── STORED DATA ──

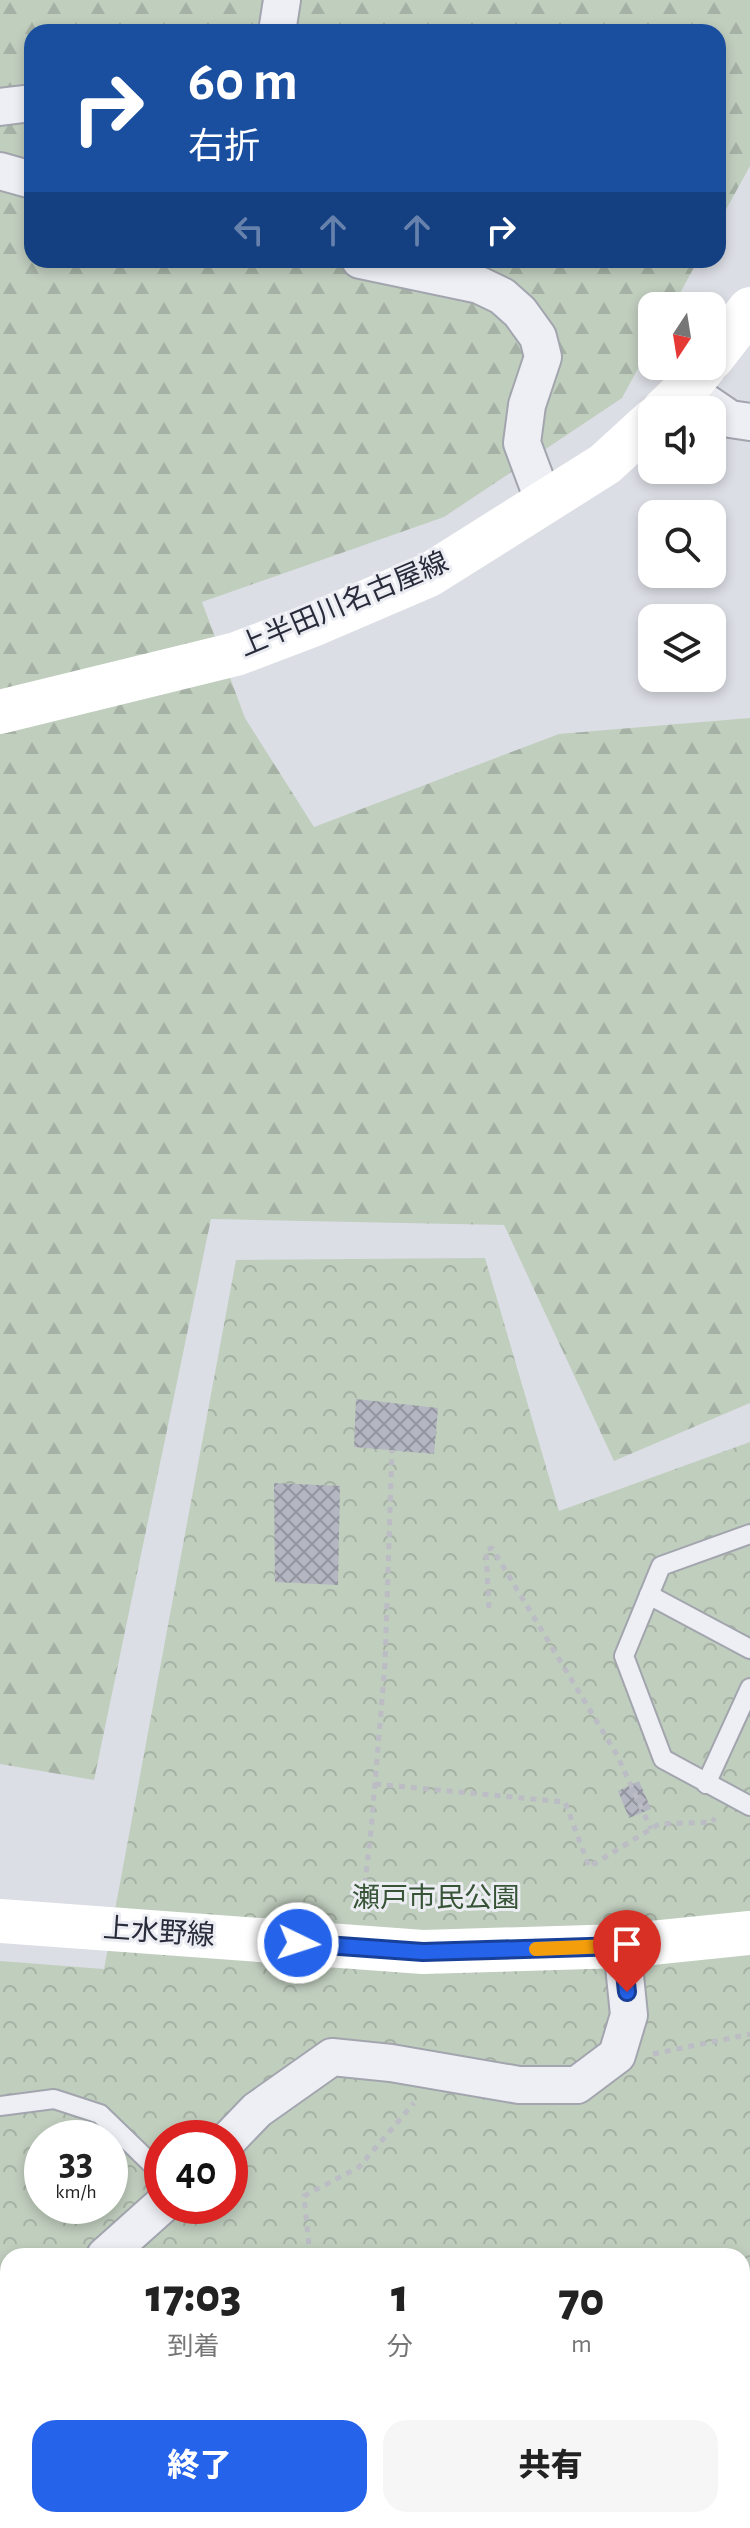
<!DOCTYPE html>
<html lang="ja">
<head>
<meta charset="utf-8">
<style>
  body { margin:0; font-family:"Alegreya Sans","Noto Sans JP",sans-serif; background:#f6f6f6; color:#222; height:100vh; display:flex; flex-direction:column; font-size:30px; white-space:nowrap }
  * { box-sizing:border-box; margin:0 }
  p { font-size:26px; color:#767676 }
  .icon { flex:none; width:44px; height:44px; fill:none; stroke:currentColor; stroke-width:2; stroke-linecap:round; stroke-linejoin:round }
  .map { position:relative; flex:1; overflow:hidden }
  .drawer { position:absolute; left:0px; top:2248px; width:750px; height:280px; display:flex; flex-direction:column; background:#fff; border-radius:24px 24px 0 0; box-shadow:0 4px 12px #0003 }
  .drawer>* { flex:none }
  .banner { position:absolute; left:24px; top:24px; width:702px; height:244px; border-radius:24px; box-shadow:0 4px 12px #0003; background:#1a4fa0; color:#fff; overflow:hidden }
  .needle { width:52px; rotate:192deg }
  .controls { position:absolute; left:638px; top:292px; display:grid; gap:16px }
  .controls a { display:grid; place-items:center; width:88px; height:88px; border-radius:16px; background:#fff; box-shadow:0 4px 12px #0003; font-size:40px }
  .speed { position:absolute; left:24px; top:2120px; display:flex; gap:16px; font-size:40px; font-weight:700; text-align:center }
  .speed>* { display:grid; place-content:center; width:104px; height:104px; border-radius:50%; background:#fff; box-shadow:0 4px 12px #0003; line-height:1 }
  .speed small { font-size:20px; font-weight:400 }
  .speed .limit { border:12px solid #d22; background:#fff; color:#111 }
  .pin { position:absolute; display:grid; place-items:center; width:68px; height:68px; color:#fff; margin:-82px -34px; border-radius:50% 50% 50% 0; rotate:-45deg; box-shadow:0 0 8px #0007 }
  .pin .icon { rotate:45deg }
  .me { position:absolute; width:88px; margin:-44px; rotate:94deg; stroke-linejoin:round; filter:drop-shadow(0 0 6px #0008) }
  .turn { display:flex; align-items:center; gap:28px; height:168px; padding:0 32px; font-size:36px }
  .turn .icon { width:104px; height:104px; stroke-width:2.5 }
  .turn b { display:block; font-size:56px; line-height:68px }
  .lanes { display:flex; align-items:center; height:76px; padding:0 32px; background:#0003; justify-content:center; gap:40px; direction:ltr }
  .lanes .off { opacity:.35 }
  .eta { display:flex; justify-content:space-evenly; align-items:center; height:136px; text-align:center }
  .eta b { font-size:48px; font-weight:800; line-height:56px }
  .primary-button { display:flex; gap:16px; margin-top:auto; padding:16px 32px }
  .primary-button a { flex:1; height:92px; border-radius:24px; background:#2563eb; color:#fff; font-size:32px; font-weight:800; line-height:92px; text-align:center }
  .primary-button a+a { background:#f6f6f6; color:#222 }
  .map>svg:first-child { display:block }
  .forest { fill:url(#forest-firs) }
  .park { fill:url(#park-crowns); fill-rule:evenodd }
  .building { fill:url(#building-cross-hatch) }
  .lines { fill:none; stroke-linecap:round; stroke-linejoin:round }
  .lane-casing { stroke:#a2a5ae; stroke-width:22 }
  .street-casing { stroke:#a2a5ae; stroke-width:40 }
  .path { stroke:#bbbcc4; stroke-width:5; stroke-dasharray:6 6; stroke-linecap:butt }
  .lane { stroke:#eeeff4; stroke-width:18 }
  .street { stroke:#eeeff4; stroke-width:36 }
  .secondary { stroke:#fff; stroke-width:44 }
  .route-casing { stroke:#184099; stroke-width:20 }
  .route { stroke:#2563eb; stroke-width:14 }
  .slow { stroke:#f59e0b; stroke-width:14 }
  .labels { text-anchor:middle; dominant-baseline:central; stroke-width:6; stroke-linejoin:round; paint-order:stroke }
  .street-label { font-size:28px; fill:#282b3a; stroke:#ebedf3 }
  .park-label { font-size:28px; fill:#375436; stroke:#ebedf3 }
</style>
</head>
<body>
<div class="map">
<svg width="750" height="2528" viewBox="0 0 750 2528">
  <defs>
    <pattern id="forest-firs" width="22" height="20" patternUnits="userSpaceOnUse" patternTransform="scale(2)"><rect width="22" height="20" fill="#c0cebe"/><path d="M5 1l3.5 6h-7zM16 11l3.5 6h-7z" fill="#a5b1a4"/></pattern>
    <pattern id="park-crowns" width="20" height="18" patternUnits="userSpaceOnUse" patternTransform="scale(2)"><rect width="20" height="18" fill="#c0cebe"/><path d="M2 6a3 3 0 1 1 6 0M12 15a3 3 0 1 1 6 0" fill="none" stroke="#a5b1a4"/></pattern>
    <pattern id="building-cross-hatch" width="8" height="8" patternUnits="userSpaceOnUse" patternTransform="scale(2)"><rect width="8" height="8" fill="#b4b7c1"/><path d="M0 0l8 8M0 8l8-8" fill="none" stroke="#92959e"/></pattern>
  </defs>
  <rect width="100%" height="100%" fill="#dcdee5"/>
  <path class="forest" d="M0,0h750v166l-32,58v-192h-686v228h666l-25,46h-21v37l-30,55 -178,119 -242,85 43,116 69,109 245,-93 191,-16v685l-136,58 -110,-236 -293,-6 -117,561 -94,-16z"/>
  <path class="park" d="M485,1258l74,253 191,-69v1086h-750v-567l104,8 132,-709zM42,2138h68v68h-68zM162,2138h68v68h-68zM8,2256h734v264h-734z"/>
  <g class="building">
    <path d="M356,1399l82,9 -4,46 -80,-7z"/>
    <path d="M274,1483l66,3 -2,99 -63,-3z"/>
    <path d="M639,1781l12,28 -22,9 -11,-27z"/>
  </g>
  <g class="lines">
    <defs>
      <g id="lane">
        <path d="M750,1534l-89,32 -37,90 39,103 87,47"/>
        <path d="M649,1595l101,54"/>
        <path d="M706,1784l44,-96"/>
        <path d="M0,2106l54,-7 46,15 62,60"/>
      </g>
      <g id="street">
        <path d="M277,32l5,-32"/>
        <path d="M0,107l32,-4"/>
        <path d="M0,171l32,9"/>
        <path d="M360,260l119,25 23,11 18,16 18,25 5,20 -16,48 -5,38 22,59"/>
        <path d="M686,389l44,30 20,3"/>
        <path d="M230,2138l27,-28 75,-53 59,6 128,22h58l40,-30 12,-40 -7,-69"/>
        <path d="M105,2256l57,-51"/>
        <path d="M0,2377l8,-17"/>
      </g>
    </defs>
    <use href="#lane" class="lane-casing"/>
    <use href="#street" class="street-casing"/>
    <g class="path">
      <path d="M489,1608l-3,-58 6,-2 125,207 34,74"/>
      <path d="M375,1784l190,18 24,65 70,-43 53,-2 3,-4"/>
      <path d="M362,1908l9,-77 14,-167 7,-214"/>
      <path d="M653,2054l97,-20"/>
      <path d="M310,2256l-6,-60 55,-29 55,-64"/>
      <path d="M742,2425l8,3"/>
      <path d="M742,2469l8,2"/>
      <path d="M221,2520l1,8"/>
      <path d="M342,2528l1,-8"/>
      <path d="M458,2528l10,-8"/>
    </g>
    <use href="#lane" class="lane"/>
    <use href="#street" class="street"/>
    <g class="secondary">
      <path d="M712,358l38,-49"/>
      <path d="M664,410l22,-21 19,-23"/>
      <path d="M0,712l236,-58 74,-28 119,-51 176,-111 47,-43"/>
      <path d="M0,1921l423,31 199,-6 128,-13"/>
    </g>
  </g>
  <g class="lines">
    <defs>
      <path id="route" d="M298,1943l125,9 199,-6 5,46"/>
    </defs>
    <use href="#route" class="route-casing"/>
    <use href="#route" class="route"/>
    <path class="slow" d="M536,1949l74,-3"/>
  </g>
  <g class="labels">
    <g class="street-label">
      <text transform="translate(344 605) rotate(-23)">上半田川名古屋線</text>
      <text transform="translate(159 1933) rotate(4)">上水野線</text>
    </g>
    <g class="park-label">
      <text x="436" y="1899">瀬戸市民公園</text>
    </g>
  </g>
</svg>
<div class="controls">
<a><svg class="needle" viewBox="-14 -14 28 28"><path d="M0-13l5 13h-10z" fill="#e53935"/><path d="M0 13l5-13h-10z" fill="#767676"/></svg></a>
<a><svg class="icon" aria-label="sound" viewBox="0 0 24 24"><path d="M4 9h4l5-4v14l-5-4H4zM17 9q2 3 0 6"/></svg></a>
<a><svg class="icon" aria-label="search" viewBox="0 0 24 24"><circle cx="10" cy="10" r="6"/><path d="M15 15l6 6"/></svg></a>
<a><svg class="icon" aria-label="layers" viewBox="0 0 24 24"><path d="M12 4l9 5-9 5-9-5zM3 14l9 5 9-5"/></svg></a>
</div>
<div class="speed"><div>33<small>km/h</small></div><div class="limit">40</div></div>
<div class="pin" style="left:627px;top:1992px;background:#d93025"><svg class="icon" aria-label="arrive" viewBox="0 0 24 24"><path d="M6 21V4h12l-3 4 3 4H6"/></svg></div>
<svg class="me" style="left:298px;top:1943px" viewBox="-20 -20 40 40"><circle r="17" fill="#2563eb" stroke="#fff" stroke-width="3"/><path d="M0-11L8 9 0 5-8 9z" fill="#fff"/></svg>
<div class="banner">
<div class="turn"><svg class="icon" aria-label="right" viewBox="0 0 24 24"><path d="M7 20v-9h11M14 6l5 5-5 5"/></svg><div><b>60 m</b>右折</div></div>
<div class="lanes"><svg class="icon off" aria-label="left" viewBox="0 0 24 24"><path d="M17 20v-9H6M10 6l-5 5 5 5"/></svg><svg class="icon off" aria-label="ahead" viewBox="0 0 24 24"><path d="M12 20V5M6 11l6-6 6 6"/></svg><svg class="icon off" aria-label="ahead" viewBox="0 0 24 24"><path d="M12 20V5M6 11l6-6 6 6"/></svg><svg class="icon" aria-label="right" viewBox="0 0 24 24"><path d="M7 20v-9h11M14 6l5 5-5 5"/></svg></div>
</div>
<section class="drawer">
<div class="eta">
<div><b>17:03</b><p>到着</p></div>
<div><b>1</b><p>分</p></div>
<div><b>70</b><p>m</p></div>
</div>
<div class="primary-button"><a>終了</a><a>共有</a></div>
</section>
</div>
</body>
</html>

───

Retype the entries above exactly, but only from the line containing "position:absolute; display:grid; place-items:center;" through the line containing "display:flex; align-items:center; gap:28px;", both included.

  .pin { position:absolute; display:grid; place-items:center; width:68px; height:68px; color:#fff; margin:-82px -34px; border-radius:50% 50% 50% 0; rotate:-45deg; box-shadow:0 0 8px #0007 }
  .pin .icon { rotate:45deg }
  .me { position:absolute; width:88px; margin:-44px; rotate:94deg; stroke-linejoin:round; filter:drop-shadow(0 0 6px #0008) }
  .turn { display:flex; align-items:center; gap:28px; height:168px; padding:0 32px; font-size:36px }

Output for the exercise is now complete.